Je n’étais pas bien vieux à l’époque : One Piece me faisait les yeux doux, aussi une tante bien intentionnée exauça mon souhait… si ce n’est que c’est le premier volume de One (un manhwa de Lee Vin) qui atterrit entre mes mains. Pour ne rien gâcher, peu de temps après, c’est mon petit frère qui se vit offrir le précieux sésame, me damant le pion par la même occasion ; tant pis, ce sera Naruto.
C’est dans ces conditions cocasses que le manga phare de Masashi Kishimoto pris place dans ma mangathèque, acquisition qui engendrera un (dés)amour fluctuant long de soixante-douze volumes : il était en effet de bon ton de résumer l’expérience à un avant et un après (tome 27 ou 28, question de perspective), la première partie de Naruto s’attirant les louanges des aficionados au contraire d’une seconde plutôt décriée. Il apparaît toutefois que le constat est des plus réducteurs : si les pérégrinations du jeune ninja en herbe s’attirent bien la sympathie et nostalgie des lecteurs, celles-ci ne sont pas pour autant exemptes de tout reproche, là où l’arc « Shippuden » dispose malgré tout de quelques arguments.
Digne héritier des ténors du genre (tel que Dragon Ball, à tout le moins dans les chiffres), le succès de Naruto interroge : tandis que son rejeton Boruto a repris le flambeau, comment expliquer pareil avènement imparfait, la « vague » ninja ayant tout renversé sur son passage (à l’instar des pirates) en dépit de faiblesses chroniques et spécifiques. Il y a celles ayant trait au genre du shonen, le présent titre en étant l’un des fers de lance les plus représentatifs… avec tout ce que cela implique de redondances, clichés et fausses bonnes idées ; enfin, les trous d’airs et autres orientations/conclusions malhabiles y sont multiples, marques de fabrique d’une industrie capable du meilleur comme du pire.

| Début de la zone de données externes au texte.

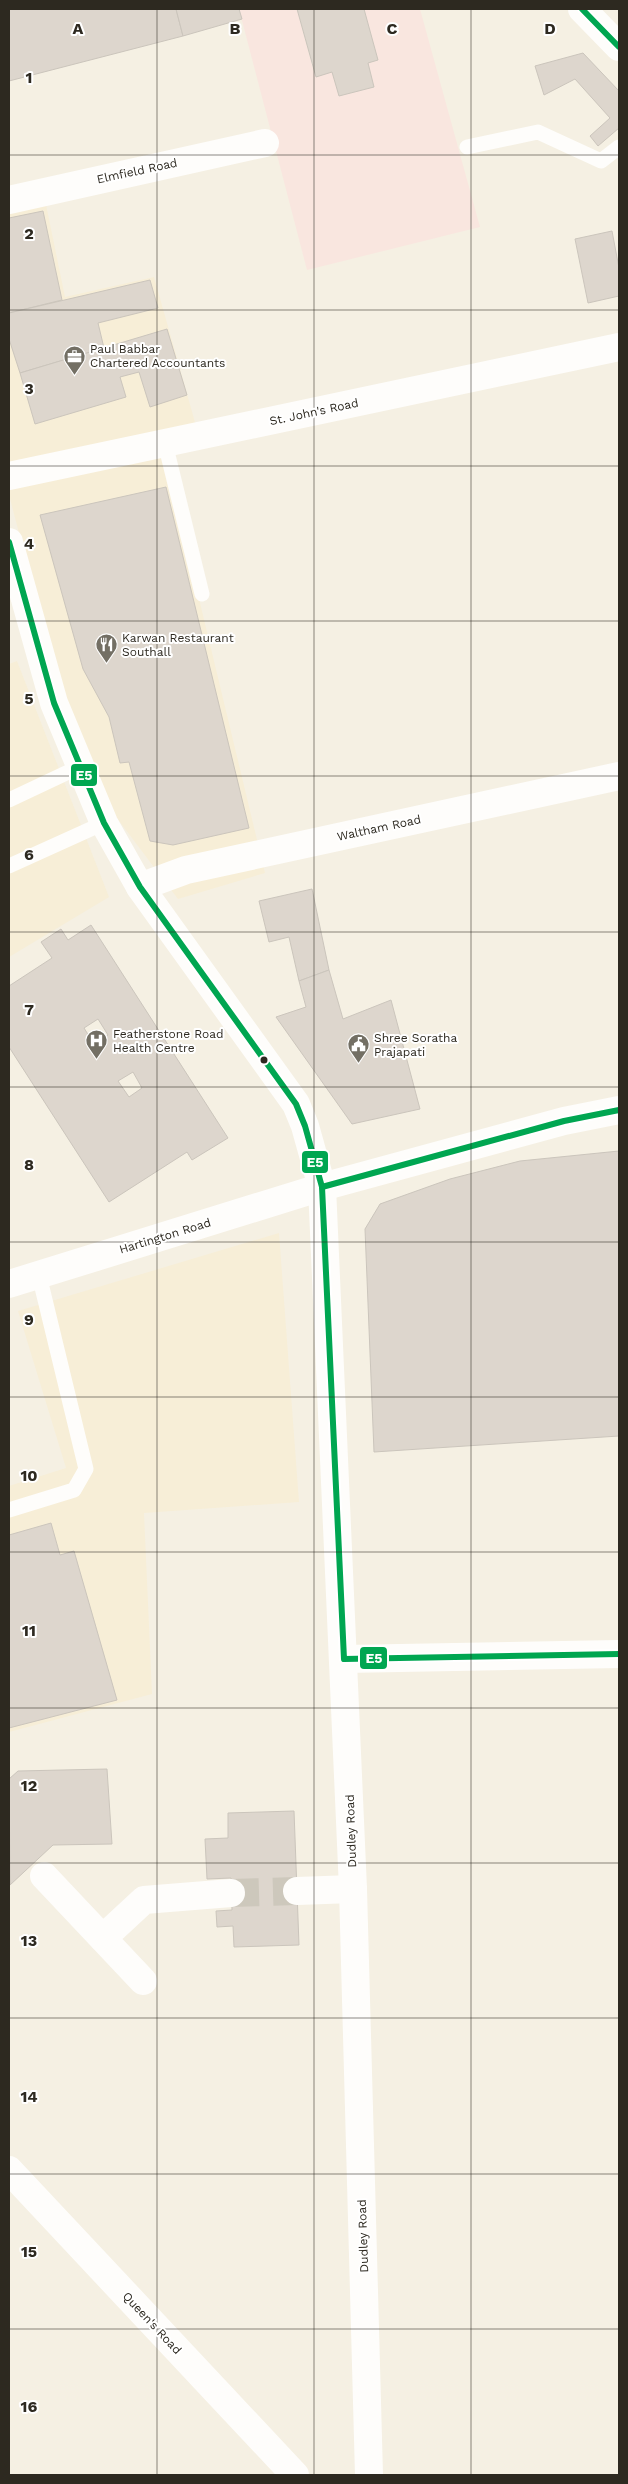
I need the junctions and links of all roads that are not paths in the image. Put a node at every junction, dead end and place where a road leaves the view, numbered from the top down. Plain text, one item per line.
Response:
1 (582, 9) edge
2 (619, 47) edge
3 (265, 143) dead end
4 (467, 147) dead end
5 (619, 147) edge
6 (9, 200) edge
7 (619, 347) edge
8 (165, 443) junction
9 (9, 476) edge
10 (10, 551) edge
11 (202, 594) dead end
12 (79, 766) junction
13 (619, 776) edge
14 (9, 800) edge
15 (104, 823) junction
16 (9, 866) edge
17 (140, 887) junction
18 (619, 1110) edge
19 (322, 1187) junction
20 (39, 1275) junction
21 (9, 1284) edge
22 (9, 1510) edge
23 (619, 1654) edge
24 (344, 1659) junction
25 (44, 1876) dead end
26 (353, 1889) junction
27 (297, 1891) tunnel mouth
28 (231, 1893) tunnel mouth
29 (103, 1938) junction
30 (143, 1981) dead end
31 (9, 2170) edge
32 (295, 2475) edge
33 (369, 2475) edge

1 - 2 street
3 - 6 street, Elmfield Road
4 - 5 lane
7 - 8 street, St. John's Road
8 - 9 street, St. John's Road
8 - 11 lane
10 - 12 street, Dudley Road
12 - 14 lane
12 - 15 street, Dudley Road
13 - 17 street, Waltham Road
15 - 16 lane
15 - 17 street, Dudley Road
17 - 19 street, Dudley Road
18 - 19 street, Hartington Road
19 - 20 street, Hartington Road
19 - 24 street, Dudley Road
20 - 21 street, Hartington Road
20 - 22 lane
23 - 24 street
24 - 26 street, Dudley Road
25 - 29 street
26 - 27 street
26 - 33 street, Dudley Road
28 - 29 street
29 - 30 street
31 - 32 street, Queen's Road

À la fois produit et influenceur de son temps, nous pourrions disserter des heures et des heures sur les atouts et travers de Naruto, qu’il s’agisse de ses quelques combats brillants d’inventivité, son arc « Guerre totale » tirant en longueur et riche en invraisemblances, la maladresse de Kishimoto concernant ses personnages féminins, l’humour inégal mais constant, le charisme des figures principales et l’abondance ridicule de celles secondaires… oui, le manga est d’une richesse aussi bien scénaristique que thématique, l’auteur s’étant d’ailleurs échiné à s’extraire du schéma manichéen habituellement réservé au genre.

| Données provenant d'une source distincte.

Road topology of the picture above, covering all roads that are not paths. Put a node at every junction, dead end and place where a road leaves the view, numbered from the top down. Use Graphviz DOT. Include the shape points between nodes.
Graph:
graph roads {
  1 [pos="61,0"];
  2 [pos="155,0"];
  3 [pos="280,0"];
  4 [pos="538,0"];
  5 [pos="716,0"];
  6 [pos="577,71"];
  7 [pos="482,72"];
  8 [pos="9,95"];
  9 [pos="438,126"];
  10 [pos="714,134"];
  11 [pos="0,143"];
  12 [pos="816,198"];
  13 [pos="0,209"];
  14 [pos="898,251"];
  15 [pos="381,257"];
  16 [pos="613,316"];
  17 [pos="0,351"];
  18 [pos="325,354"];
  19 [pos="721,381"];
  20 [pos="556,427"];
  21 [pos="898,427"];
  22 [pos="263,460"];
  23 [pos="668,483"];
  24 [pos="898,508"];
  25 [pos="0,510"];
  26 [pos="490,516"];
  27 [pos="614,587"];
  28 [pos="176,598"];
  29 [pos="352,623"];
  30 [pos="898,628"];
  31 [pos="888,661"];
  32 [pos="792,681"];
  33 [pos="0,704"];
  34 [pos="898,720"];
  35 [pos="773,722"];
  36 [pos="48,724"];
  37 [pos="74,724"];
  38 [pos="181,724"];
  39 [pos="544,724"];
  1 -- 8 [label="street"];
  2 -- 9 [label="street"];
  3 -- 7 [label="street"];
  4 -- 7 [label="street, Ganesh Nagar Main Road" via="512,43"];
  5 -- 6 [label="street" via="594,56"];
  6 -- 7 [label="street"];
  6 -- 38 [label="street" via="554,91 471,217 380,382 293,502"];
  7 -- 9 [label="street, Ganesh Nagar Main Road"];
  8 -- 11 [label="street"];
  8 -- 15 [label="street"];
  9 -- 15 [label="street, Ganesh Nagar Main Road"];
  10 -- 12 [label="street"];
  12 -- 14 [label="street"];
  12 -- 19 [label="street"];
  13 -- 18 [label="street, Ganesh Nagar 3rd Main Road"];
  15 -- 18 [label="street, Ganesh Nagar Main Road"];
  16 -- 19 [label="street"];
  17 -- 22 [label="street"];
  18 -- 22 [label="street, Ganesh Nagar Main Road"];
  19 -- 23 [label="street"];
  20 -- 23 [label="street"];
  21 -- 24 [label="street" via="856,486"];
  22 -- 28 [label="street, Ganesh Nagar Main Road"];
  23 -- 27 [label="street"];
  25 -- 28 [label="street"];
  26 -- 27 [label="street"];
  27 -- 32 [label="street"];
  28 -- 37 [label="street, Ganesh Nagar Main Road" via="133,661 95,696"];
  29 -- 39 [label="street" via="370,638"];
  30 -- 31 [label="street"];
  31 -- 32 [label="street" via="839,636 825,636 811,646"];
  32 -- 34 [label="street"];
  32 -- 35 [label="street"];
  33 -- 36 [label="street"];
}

Quitte à l’égratigner, mieux vaut s’en tenir à un point essentiel, quoique moins patent et outrancier que d’autre : celui du traitement réservé à la solitude de son sujet éponyme. À ce titre, ceci cristallise à la perfection les bons sentiments, raccourcis et incohérences auxquels cède Naruto : car en basant une grande partie de son développement et argumentaire sur l’isolement du ninja rejeté par tous (ou presque), le récit se donnait une chance de déroger aux sempiternels ficelles du shonen. Néanmoins, il est en tout autre, le postulat de base se muant rapidement en prétexte servi à toutes les sauces, amoindri par l’accueil bienveillant que lui réserveront peu à peu ses camarades.
D’ailleurs, la défiance des adultes soulevait de facto un illogisme criant, qui ira croissant tandis que Kishimoto lèvera le voile sur les contours et spécificités de son univers. À l’ombre des éternels sursauts de puissance (renversant l’ordre établi, quitte à rendre inutile tout un pan de l’univers exploitable), la verve contagieuse de Naruto convainc plus facilement ses compagnons que le lecteur : le manga rate ainsi le coche, échouant à remuer comme il se doit, proposant davantage une énième relecture du perdant devenu sublime qu’une approche vraiment originale.
« Ils vécurent heureux et eurent beaucoup d’enfants » : Naruto pourrait presque se conclure selon cette formule, ce qui est pourtant un trompe-l’œil au regard des morts en pagaille, trahisons et révolution(s) survenus. À l’image d’un Sasuke n’ayant eu de cesse de souffler le chaud et le froid, pantin privilégié d’une narration bavarde et faussement retorse, la geste des ninjas de Konoha et de leurs compagnons se veut aussi imparfaite que mémorable.